Une des questions débattues est d'évaluer la part positive du christianisme dans cette émancipation mais aussi sa part de responsabilité dans la légitimation et le maintien de ce patriarcat au cours de l'histoire.
Ces questions dépassent largement la sphère chrétienne et religieuse[3], mais une certaine manière de traduire et d’interpréter les textes bibliques a légitimé une situation de fait, ceci avec d’autant plus de force qu'elle se réclamait de l’autorité même de Dieu.
De ce point de vue, mon livre se veut une contribution à un travail de mémoire, en vue de continuer à se libérer de pratiques discriminantes. Ceci explique pourquoi on y trouvera des citations importantes de textes de la sphère chrétienne qui ont façonné des mentalités et ont justifié des fonctionnements.
Ils permettront de mieux saisir le regret que Jean-Paul II exprimait lui-même dans sa lettre aux femmes en juin 1995 :
« Il ne serait certes pas facile de déterminer des responsabilités précises, étant donné le poids des sédimentations culturelles, qui au cours des siècles ont formé les mentalités et les institutions. Mais si, dans ce domaine, on ne peut nier, surtout dans certains contextes historiques, la responsabilité objective de nombreux fils de l’Eglise, je le regrette sincèrement. »[4]
Sans méconnaître l’apport positif [5] du christianisme, la préoccupation qui est la mienne est de comprendre en quoi certaines traductions et interprétations de la Bible ont pu contribuer, légitimer et donc renforcer le maintien d'une situation inégalitaire. Et comment, aujourd’hui, le discours du magistère romain peut-il aider à cette émancipation ou continuer à la freiner.
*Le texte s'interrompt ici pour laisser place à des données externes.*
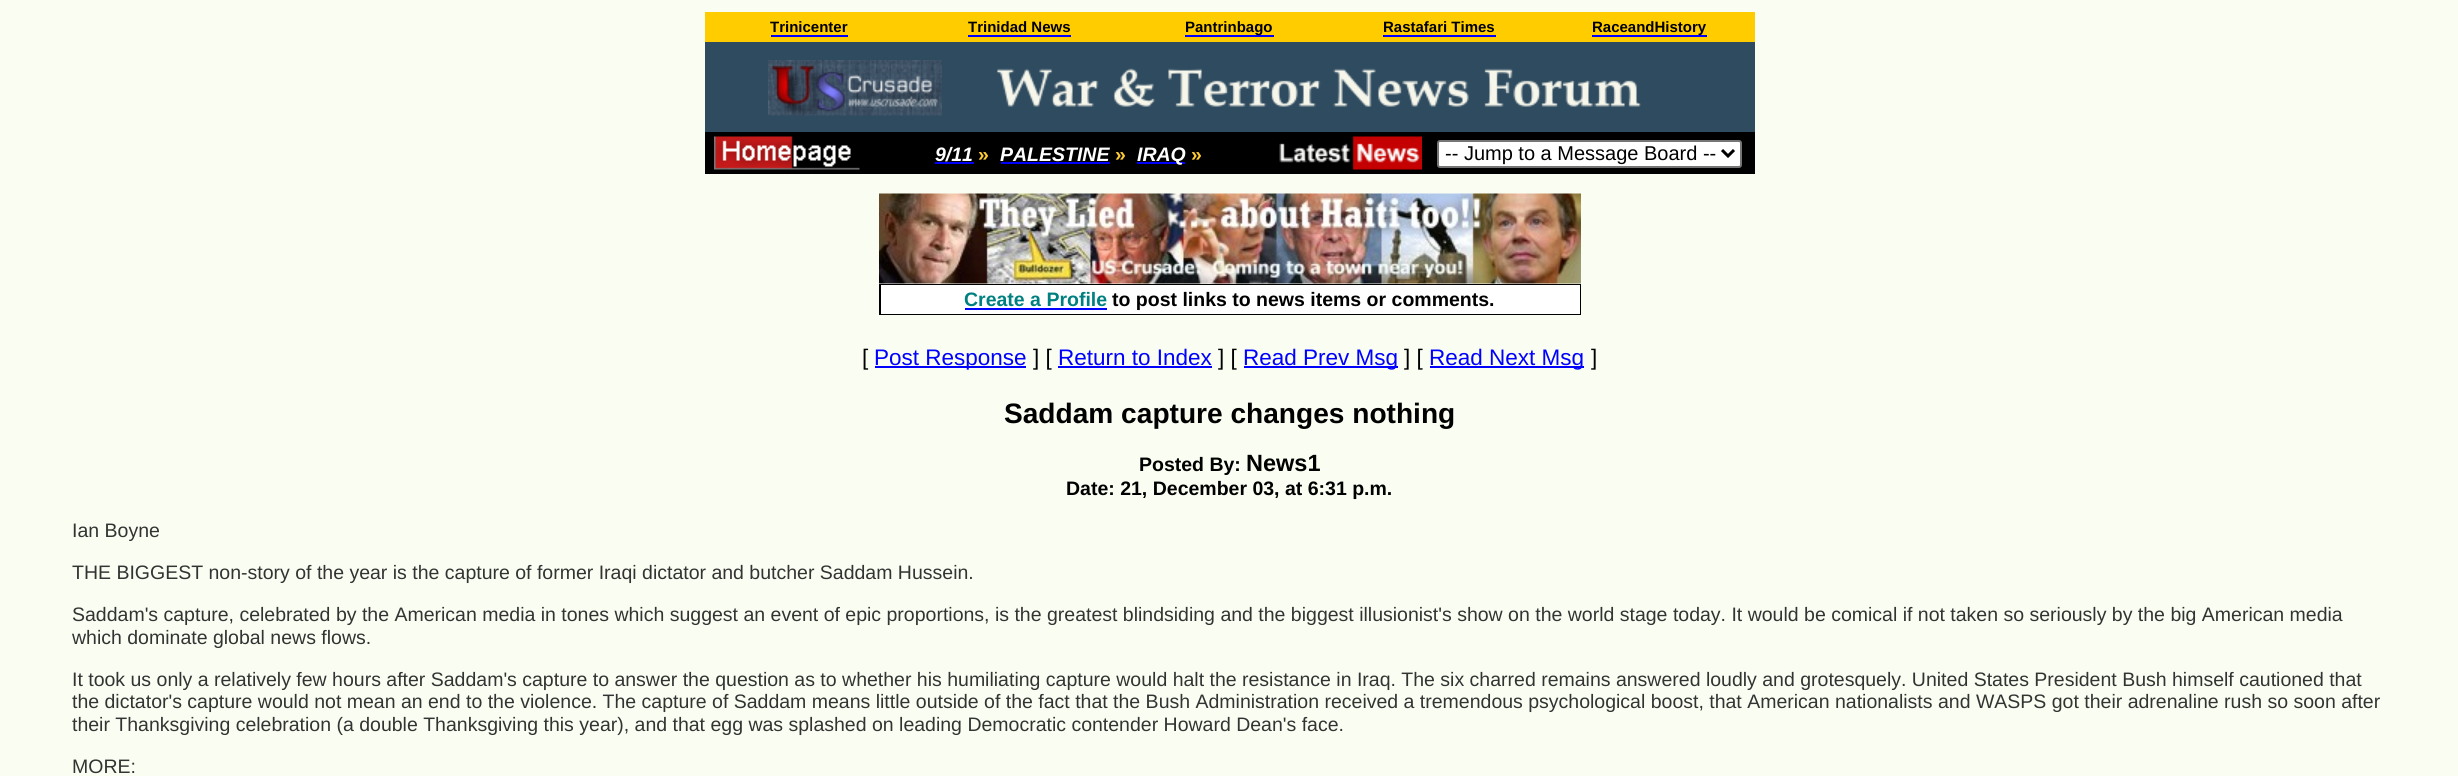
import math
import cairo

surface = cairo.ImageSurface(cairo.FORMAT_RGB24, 2458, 776)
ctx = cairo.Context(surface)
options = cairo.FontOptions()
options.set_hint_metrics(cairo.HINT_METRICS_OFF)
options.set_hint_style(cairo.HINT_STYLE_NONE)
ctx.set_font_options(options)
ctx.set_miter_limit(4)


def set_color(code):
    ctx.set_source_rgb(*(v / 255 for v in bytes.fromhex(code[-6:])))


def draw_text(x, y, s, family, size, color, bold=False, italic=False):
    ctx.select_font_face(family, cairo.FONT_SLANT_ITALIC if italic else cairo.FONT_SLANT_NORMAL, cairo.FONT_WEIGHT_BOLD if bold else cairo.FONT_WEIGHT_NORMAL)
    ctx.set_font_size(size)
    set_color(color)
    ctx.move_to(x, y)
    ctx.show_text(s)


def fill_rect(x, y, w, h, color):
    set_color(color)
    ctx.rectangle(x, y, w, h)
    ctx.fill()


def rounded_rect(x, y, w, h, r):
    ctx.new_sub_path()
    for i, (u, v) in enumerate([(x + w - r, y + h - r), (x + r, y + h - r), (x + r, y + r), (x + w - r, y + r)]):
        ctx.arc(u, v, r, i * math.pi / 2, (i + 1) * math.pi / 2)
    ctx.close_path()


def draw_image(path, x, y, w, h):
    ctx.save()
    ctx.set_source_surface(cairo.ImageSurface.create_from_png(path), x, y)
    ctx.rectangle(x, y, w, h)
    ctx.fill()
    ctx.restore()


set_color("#fafef2")
ctx.paint()
fill_rect(705, 12, 1050, 30, "#ffcc00")
draw_text(770, 32, "Trinicenter", "Liberation Sans", 15, "#000000", bold=True)
fill_rect(771, 35, 77, 2, "#0000ff")
draw_text(968, 32, "Trinidad News", "Liberation Sans", 15, "#000000", bold=True)
fill_rect(968, 35, 103, 2, "#0000ff")
fill_rect(1185, 35, 89, 2, "#0000ff")
draw_text(1185, 32, "Pantrinbago", "Liberation Sans", 15, "#000000", bold=True)
draw_text(1383, 32, "Rastafari Times", "Liberation Sans", 15, "#000000", bold=True)
fill_rect(1383, 35, 113, 2, "#0000ff")
fill_rect(1592, 35, 115, 2, "#0000ff")
draw_text(1592, 32, "RaceandHistory", "Liberation Sans", 15, "#000000", bold=True)
fill_rect(705, 42, 1050, 90, "#2f4b60")
draw_image("assets/img1.png", 768, 60, 174, 56)
draw_image("assets/img2.png", 996, 68, 645, 39)
fill_rect(705, 132, 1050, 42, "#000000")
draw_image("assets/img3.png", 714, 136, 146, 34)
draw_text(935, 161, "9/11", "Liberation Sans", 19.5, "#ffffff", bold=True, italic=True)
fill_rect(935, 162, 39, 2, "#0000ff")
draw_text(978, 161, "»", "Liberation Sans", 19.5, "#ffcc33", bold=True)
draw_text(1000, 161, "PALESTINE", "Liberation Sans", 19.5, "#ffffff", bold=True, italic=True)
fill_rect(1001, 162, 109, 2, "#0000ff")
draw_text(1115, 161, "»", "Liberation Sans", 19.5, "#ffcc33", bold=True)
fill_rect(1137, 162, 48, 2, "#0000ff")
draw_text(1137, 161, "IRAQ", "Liberation Sans", 19.5, "#ffffff", bold=True, italic=True)
draw_text(1191, 161, "»", "Liberation Sans", 19.5, "#ffcc33", bold=True)
draw_image("assets/img4.png", 1279, 136, 143, 34)
set_color("#ffffff")
rounded_rect(1438, 141, 303, 26, 2)
ctx.fill_preserve()
set_color("#767676")
ctx.stroke()
ctx.new_path()
ctx.move_to(1722, 150)
ctx.line_to(1728, 156)
ctx.line_to(1734, 150)
set_color("#000000")
ctx.set_line_width(3)
ctx.stroke()
draw_text(1445, 160, "-- Jump to a Message Board --", "Liberation Sans", 20, "#000000")
draw_image("assets/img5.png", 879, 193, 702, 91)
fill_rect(879, 284, 702, 31, "#000000")
fill_rect(881, 285, 699, 29, "#ffffff")
draw_text(964, 306, "Create a Profile", "Liberation Sans", 19.5, "#008080", bold=True)
fill_rect(965, 308, 142, 2, "#0000ff")
draw_text(1112, 306, "to post links to news items or comments.", "Liberation Sans", 19.5, "#000000", bold=True)
draw_text(862, 365, "[", "Liberation Sans", 22.5, "#000000")
fill_rect(875, 366, 151, 2, "#0000ff")
draw_text(874, 365, "Post Response", "Liberation Sans", 22.5, "#0000ff")
draw_text(1033, 365, "] [", "Liberation Sans", 22.5, "#000000")
draw_text(1058, 365, "Return to Index", "Liberation Sans", 22.5, "#0000ff")
fill_rect(1058, 366, 154, 2, "#0000ff")
draw_text(1218, 365, "] [", "Liberation Sans", 22.5, "#000000")
fill_rect(1244, 366, 154, 2, "#0000ff")
draw_text(1243, 365, "Read Prev Msg", "Liberation Sans", 22.5, "#0000ff")
draw_text(1404, 365, "] [", "Liberation Sans", 22.5, "#000000")
fill_rect(1430, 366, 154, 2, "#0000ff")
draw_text(1429, 365, "Read Next Msg", "Liberation Sans", 22.5, "#0000ff")
draw_text(1591, 365, "]", "Liberation Sans", 22.5, "#000000")
draw_text(1004, 423, "Saddam capture changes nothing", "Liberation Sans", 28.1, "#000000", bold=True)
draw_text(1139, 471, "Posted By:", "Liberation Sans", 19.5, "#000000", bold=True)
draw_text(1246, 471, "News1", "Liberation Sans", 23.5, "#000000", bold=True)
draw_text(1066, 495, "Date: 21, December 03, at 6:31 p.m.", "Liberation Sans", 19.5, "#000000", bold=True)
draw_text(72, 537, "Ian Boyne", "Liberation Sans", 19.5, "#333333")
draw_text(72, 579, "THE BIGGEST non-story of the year is the capture of former Iraqi dictator and butcher Saddam Hussein.", "Liberation Sans", 19.5, "#333333")
draw_text(72, 621, "Saddam's capture, celebrated by the American media in tones which suggest an event of epic proportions, is the greatest blindsiding and the biggest illusionist's show on the world stage today. It would be comical if not taken so seriously by the big American media", "Liberation Sans", 19.5, "#333333")
draw_text(72, 644, "which dominate global news flows.", "Liberation Sans", 19.5, "#333333")
draw_text(72, 686, "It took us only a relatively few hours after Saddam's capture to answer the question as to whether his humiliating capture would halt the resistance in Iraq. The six charred remains answered loudly and grotesquely. United States President Bush himself cautioned that", "Liberation Sans", 19.5, "#333333")
draw_text(72, 708, "the dictator's capture would not mean an end to the violence. The capture of Saddam means little outside of the fact that the Bush Administration received a tremendous psychological boost, that American nationalists and WASPS got their adrenaline rush so soon after", "Liberation Sans", 19.5, "#333333")
draw_text(72, 731, "their Thanksgiving celebration (a double Thanksgiving this year), and that egg was splashed on leading Democratic contender Howard Dean's face.", "Liberation Sans", 19.5, "#333333")
draw_text(72, 773, "MORE:", "Liberation Sans", 19.5, "#333333")
surface.write_to_png("output.png")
La pensée de la différence homme-femme peut être abordée sous des angles divers, par exemple psychologique, sociologique. J’ai choisi de me limiter à une lettre encyclique, à certains textes bibliques et à leurs interprétations à cause de l’impact qu’ils ont pu avoir et ont encore sur les mentalités et sur les décisions institutionnelles et à cause de l’importance qu’il y a à les interpréter différemment pour ouvrir un avenir meilleur pour les femmes et pour les hommes. La lettre encyclique Mulieris dignitatem m’a paru, de ce point de vue, être un bon lieu pour y déceler à la fois ce qui va dans le sens de l’avenir mais aussi de ce qui reste d’un passé qui fige dans un stéréotype.
[1] M. FERRAND, Féminin Masculin, Paris, Ed. La Découverte, 2004, collection repères n°389, page 120-122.
[2] « L’égalité sociale, politique et économique des femmes fait partie intégrante de la réalisation de l’ensemble des objectifs du Millénaire pour le développement. Tant que les femmes et les filles ne sont pas libérées de la pauvreté et de l’injustice, tous nos objectifs – la paix, la sécurité, le développement durable – seront en péril ».
Déclaration du Secrétaire général Ban Ki-moon, le 28 juin 2010, qui introduit le rapport de l’ONU : La justice pour les femmes, la clé pour atteindre les objectifs du millénaire pour le développement. UNIFEM (Fonds de développement des Nations-Unies pour la femme) Sur internet : www.unifem.org/pdfs/MDGBrief-Fra.pdf
[3] F.HERITIER, Masculin Féminin, II, dissoudre la hiérarchie, Paris, Ed. Odile Jacob, 2002.
[4] JEAN-PAUL II, Lettre aux femmes, 29 juin 1995.
[5] A.M. PELLETIER, Le christianisme et les femmes, 20 siècles d’histoire, Paris, Cerf, 2001.